__What this task involves__: Give the data below again exactly as written, without its pictures.

--------

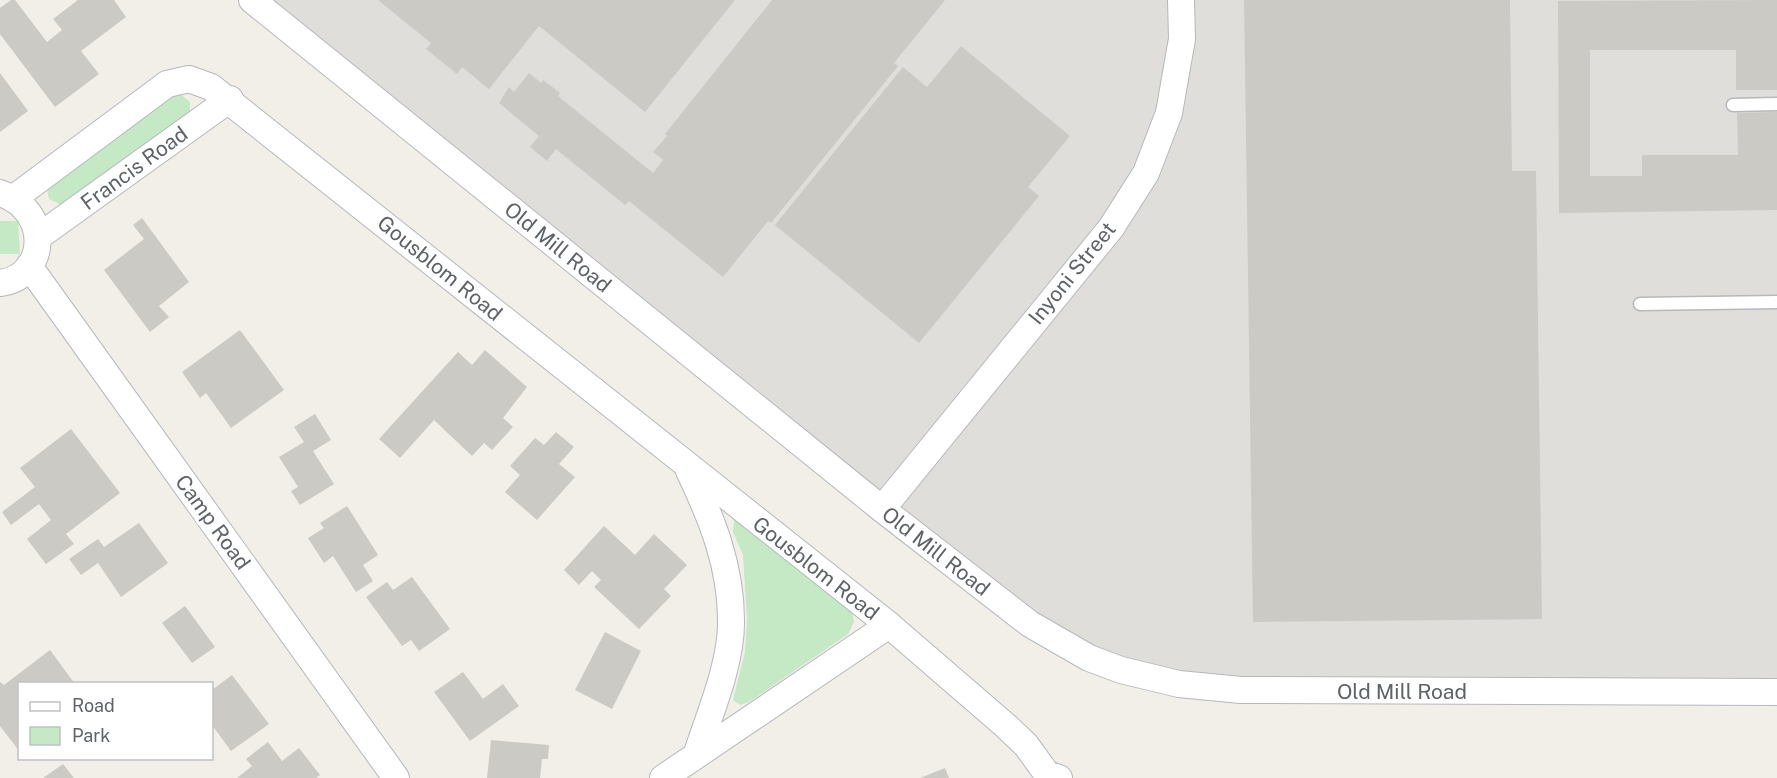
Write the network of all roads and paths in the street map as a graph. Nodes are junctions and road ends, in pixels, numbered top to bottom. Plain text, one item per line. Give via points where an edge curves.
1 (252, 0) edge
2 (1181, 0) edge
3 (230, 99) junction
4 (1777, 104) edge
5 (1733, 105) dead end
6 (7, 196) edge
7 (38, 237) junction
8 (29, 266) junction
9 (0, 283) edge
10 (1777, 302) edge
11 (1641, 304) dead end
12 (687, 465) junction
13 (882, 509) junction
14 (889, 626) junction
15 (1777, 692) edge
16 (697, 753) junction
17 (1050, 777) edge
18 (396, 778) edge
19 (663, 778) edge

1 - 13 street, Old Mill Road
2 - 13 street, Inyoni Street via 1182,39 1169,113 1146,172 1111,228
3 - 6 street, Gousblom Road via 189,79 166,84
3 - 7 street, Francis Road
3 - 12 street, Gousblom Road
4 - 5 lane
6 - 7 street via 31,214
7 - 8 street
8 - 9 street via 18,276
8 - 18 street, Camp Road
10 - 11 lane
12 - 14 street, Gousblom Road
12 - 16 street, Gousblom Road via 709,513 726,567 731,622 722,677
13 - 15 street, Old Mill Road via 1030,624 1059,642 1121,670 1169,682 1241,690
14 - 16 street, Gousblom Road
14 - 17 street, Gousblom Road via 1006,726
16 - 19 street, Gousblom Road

--------

__Written response__:
Write the network of all roads and paths in the street map as a graph. Nodes are junctions and road ends, in pixels, numbered top to bottom. Plain text, one item per line. Give via points where an edge curves.
1 (252, 0) edge
2 (1181, 0) edge
3 (230, 99) junction
4 (1777, 104) edge
5 (1733, 105) dead end
6 (7, 196) edge
7 (38, 237) junction
8 (29, 266) junction
9 (0, 283) edge
10 (1777, 302) edge
11 (1641, 304) dead end
12 (687, 465) junction
13 (882, 509) junction
14 (889, 626) junction
15 (1777, 692) edge
16 (697, 753) junction
17 (1050, 777) edge
18 (396, 778) edge
19 (663, 778) edge

1 - 13 street, Old Mill Road
2 - 13 street, Inyoni Street via 1182,39 1169,113 1146,172 1111,228
3 - 6 street, Gousblom Road via 189,79 166,84
3 - 7 street, Francis Road
3 - 12 street, Gousblom Road
4 - 5 lane
6 - 7 street via 31,214
7 - 8 street
8 - 9 street via 18,276
8 - 18 street, Camp Road
10 - 11 lane
12 - 14 street, Gousblom Road
12 - 16 street, Gousblom Road via 709,513 726,567 731,622 722,677
13 - 15 street, Old Mill Road via 1030,624 1059,642 1121,670 1169,682 1241,690
14 - 16 street, Gousblom Road
14 - 17 street, Gousblom Road via 1006,726
16 - 19 street, Gousblom Road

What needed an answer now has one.